What you will do —
Copy each line of the entries that includes the word "change".

Extracted data Start Marker

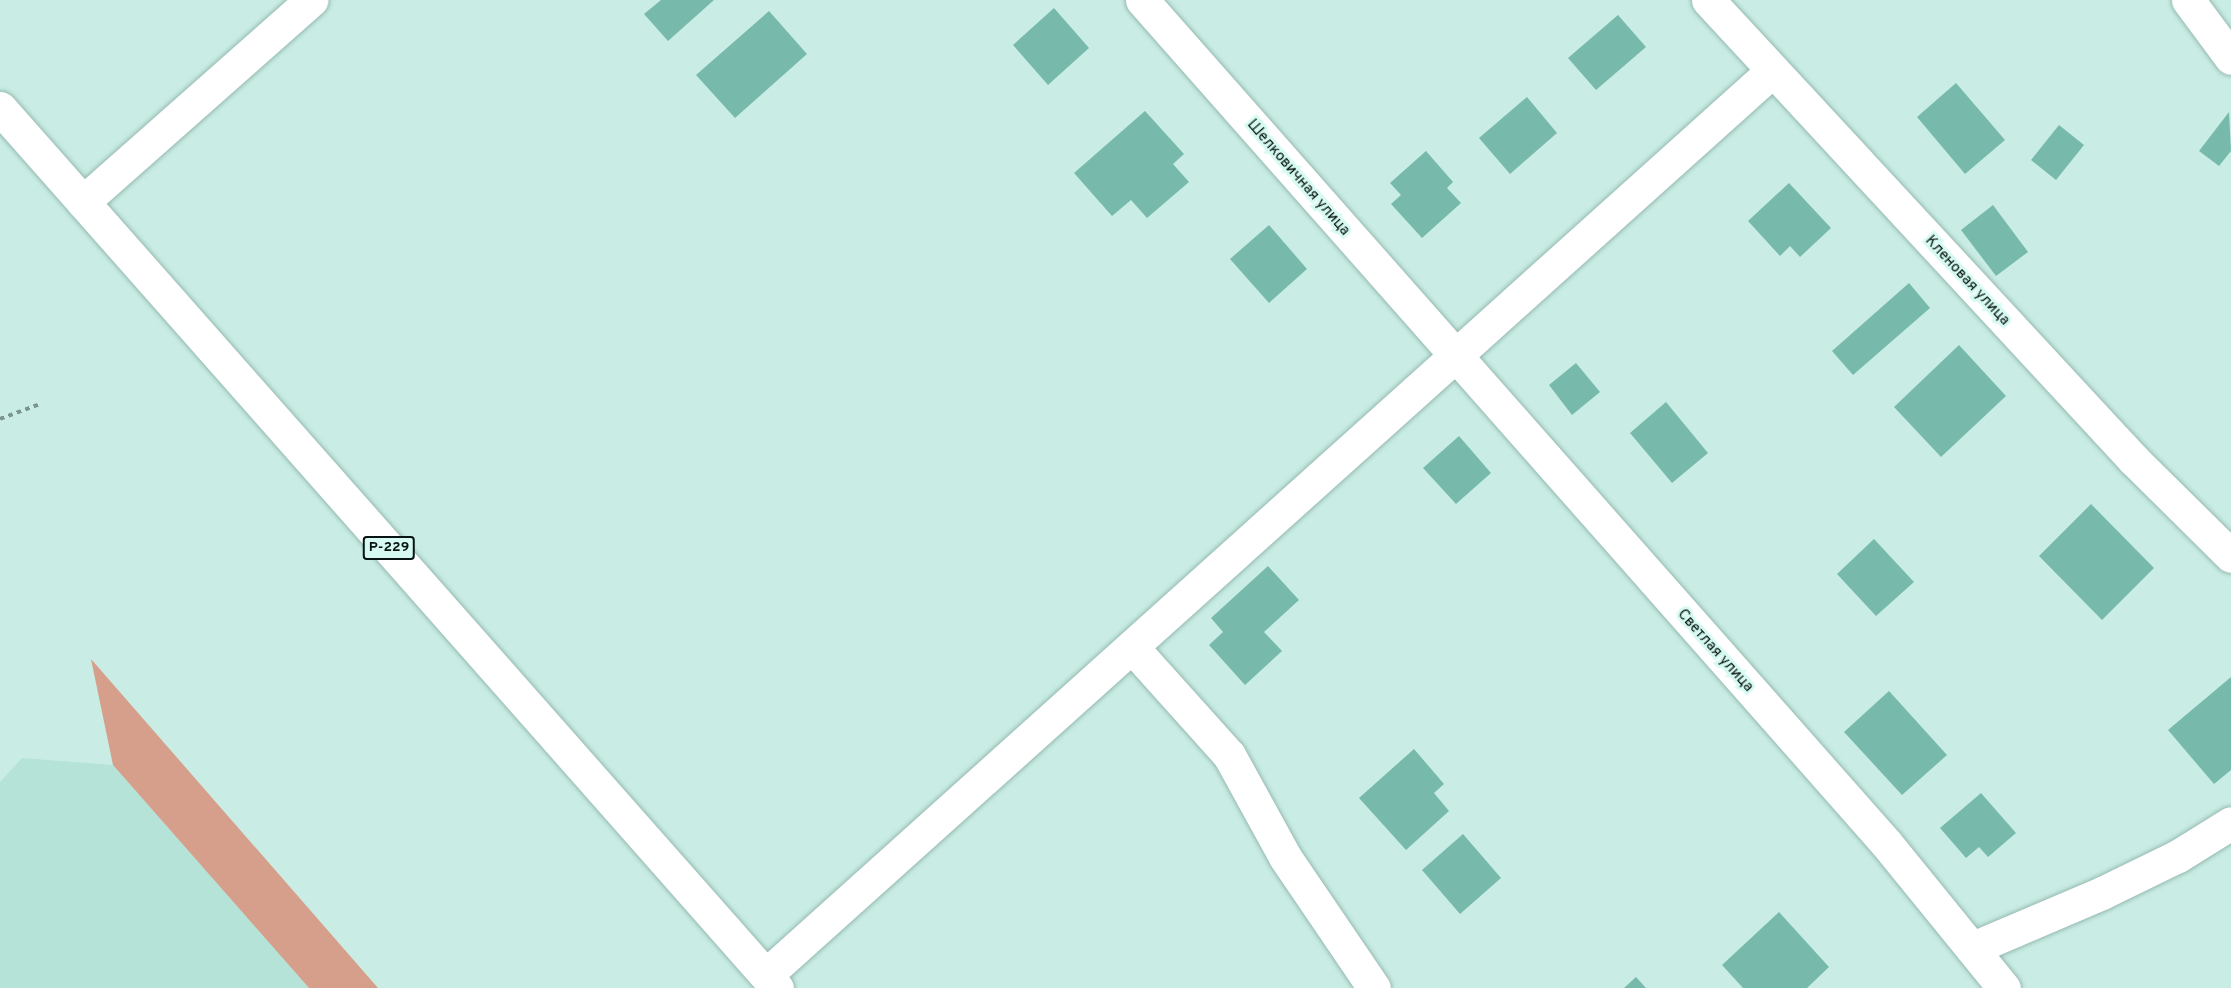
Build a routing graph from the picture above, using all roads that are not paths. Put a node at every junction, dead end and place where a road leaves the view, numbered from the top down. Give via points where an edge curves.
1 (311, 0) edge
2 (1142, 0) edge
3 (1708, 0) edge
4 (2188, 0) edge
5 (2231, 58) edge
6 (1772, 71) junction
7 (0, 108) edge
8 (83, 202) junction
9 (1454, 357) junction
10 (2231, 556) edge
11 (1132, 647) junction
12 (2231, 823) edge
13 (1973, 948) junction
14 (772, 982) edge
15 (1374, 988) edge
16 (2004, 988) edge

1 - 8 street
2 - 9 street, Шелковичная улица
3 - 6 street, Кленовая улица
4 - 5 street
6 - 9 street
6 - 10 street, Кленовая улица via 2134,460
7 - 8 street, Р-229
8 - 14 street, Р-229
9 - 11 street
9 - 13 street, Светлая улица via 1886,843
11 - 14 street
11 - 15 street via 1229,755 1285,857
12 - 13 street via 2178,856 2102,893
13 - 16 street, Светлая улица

Extracted data End Marker
Extracted data Start Marker

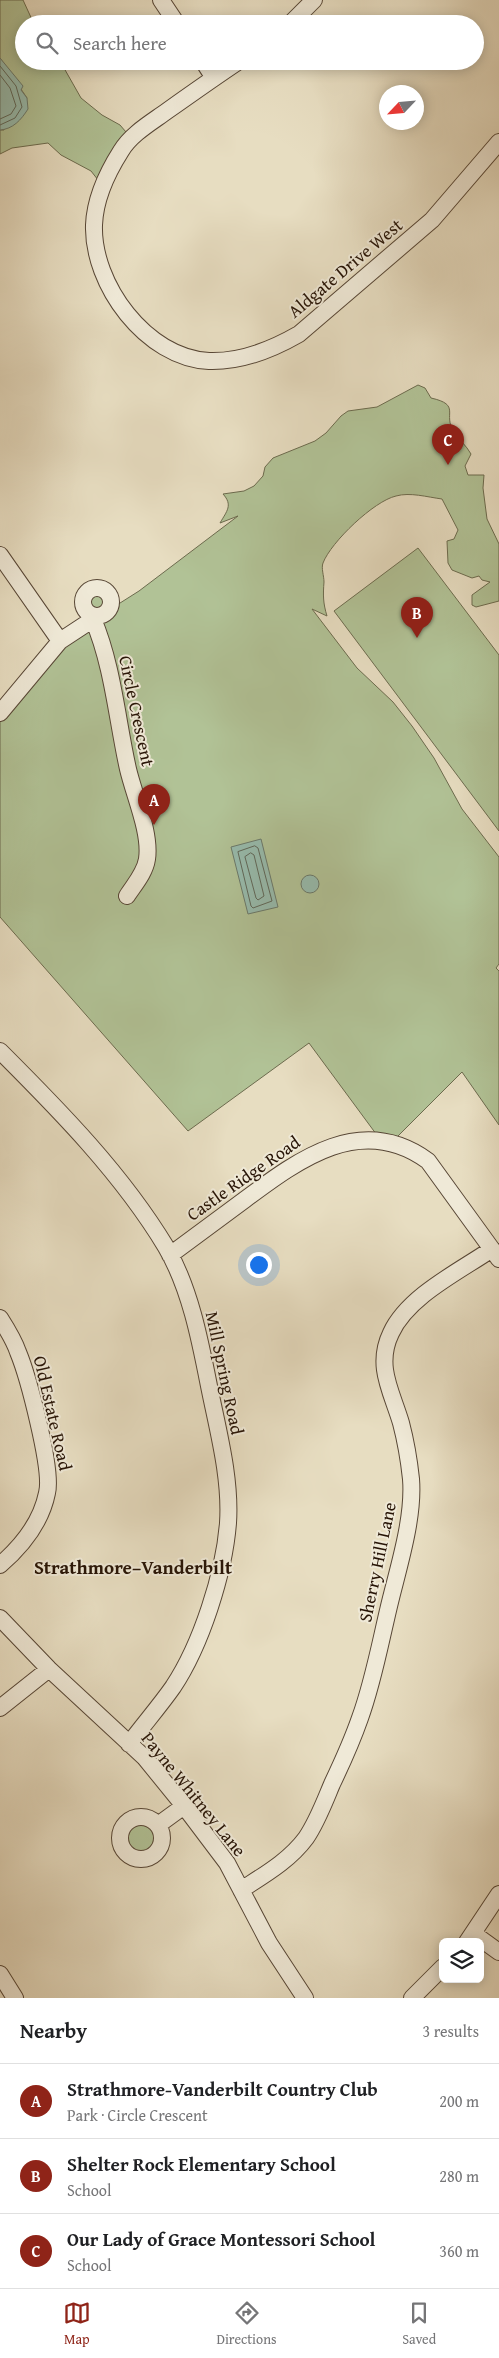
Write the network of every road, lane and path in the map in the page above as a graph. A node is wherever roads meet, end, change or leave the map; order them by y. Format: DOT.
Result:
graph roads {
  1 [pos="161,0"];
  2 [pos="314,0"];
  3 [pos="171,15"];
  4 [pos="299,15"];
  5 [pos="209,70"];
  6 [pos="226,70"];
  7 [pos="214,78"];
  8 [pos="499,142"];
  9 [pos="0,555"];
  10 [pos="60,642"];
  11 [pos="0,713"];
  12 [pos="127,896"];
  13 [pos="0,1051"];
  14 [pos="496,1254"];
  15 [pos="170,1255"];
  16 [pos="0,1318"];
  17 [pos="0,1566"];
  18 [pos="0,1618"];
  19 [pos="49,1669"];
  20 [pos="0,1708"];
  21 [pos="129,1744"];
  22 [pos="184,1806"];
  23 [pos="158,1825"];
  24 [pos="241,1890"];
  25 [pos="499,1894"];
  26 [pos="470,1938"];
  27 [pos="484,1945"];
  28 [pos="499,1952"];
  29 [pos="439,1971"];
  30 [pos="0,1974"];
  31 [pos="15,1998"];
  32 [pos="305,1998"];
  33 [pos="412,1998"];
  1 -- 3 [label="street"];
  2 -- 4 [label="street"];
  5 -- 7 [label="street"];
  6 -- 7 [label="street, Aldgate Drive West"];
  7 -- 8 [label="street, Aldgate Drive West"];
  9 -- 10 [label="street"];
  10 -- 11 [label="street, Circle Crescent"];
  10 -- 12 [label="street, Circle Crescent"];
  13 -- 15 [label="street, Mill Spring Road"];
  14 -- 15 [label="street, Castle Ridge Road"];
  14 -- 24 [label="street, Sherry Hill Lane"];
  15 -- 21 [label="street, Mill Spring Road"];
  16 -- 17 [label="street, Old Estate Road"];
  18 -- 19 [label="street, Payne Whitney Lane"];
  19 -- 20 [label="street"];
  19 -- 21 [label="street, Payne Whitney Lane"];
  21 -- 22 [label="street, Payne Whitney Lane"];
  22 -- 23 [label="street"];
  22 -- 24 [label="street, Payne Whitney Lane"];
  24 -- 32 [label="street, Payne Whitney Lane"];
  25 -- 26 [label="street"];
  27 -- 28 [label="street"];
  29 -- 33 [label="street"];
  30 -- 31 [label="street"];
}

Extracted data End Marker
Extracted data Start Marker

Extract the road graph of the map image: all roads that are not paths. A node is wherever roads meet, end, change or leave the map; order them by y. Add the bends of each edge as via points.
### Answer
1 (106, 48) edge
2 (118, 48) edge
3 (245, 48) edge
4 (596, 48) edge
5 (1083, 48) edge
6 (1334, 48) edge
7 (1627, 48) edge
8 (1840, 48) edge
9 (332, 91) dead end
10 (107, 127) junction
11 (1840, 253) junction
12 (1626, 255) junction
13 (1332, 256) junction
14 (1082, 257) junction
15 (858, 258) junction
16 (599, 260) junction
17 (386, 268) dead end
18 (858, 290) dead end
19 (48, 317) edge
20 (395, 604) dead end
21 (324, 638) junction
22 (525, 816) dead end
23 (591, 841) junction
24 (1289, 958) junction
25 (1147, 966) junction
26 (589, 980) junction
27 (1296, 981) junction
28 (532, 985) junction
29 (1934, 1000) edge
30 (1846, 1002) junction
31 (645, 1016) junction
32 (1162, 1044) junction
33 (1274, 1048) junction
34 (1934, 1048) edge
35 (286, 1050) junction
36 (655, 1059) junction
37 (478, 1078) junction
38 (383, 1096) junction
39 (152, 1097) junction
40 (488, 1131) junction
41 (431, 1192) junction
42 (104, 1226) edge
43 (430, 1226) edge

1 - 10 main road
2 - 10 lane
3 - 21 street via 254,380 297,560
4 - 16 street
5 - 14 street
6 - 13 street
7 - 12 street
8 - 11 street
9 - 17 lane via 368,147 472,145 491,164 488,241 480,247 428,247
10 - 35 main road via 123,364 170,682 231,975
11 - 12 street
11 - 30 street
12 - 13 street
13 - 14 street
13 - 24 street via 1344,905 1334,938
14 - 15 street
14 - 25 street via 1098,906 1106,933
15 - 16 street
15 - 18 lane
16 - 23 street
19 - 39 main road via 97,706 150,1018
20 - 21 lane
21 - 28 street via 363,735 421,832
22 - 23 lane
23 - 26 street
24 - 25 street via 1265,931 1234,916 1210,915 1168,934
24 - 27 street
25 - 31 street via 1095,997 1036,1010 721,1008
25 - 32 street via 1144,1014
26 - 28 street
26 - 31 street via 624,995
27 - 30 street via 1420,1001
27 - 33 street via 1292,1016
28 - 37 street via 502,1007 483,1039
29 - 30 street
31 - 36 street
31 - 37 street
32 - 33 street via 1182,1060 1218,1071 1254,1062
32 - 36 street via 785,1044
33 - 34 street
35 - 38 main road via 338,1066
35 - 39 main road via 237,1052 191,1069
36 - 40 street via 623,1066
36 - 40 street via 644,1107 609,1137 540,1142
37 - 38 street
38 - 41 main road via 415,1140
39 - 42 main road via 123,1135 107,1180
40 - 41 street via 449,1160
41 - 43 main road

Extracted data End Marker

Completed task —
Write the network of every road, lane and path in the map in the page above as a graph. A node is wherever roads meet, end, change or leave the map; order them by y. Format: DOT.
Extract the road graph of the map image: all roads that are not paths. A node is wherever roads meet, end, change or leave the map; order them by y. Add the bends of each edge as via points.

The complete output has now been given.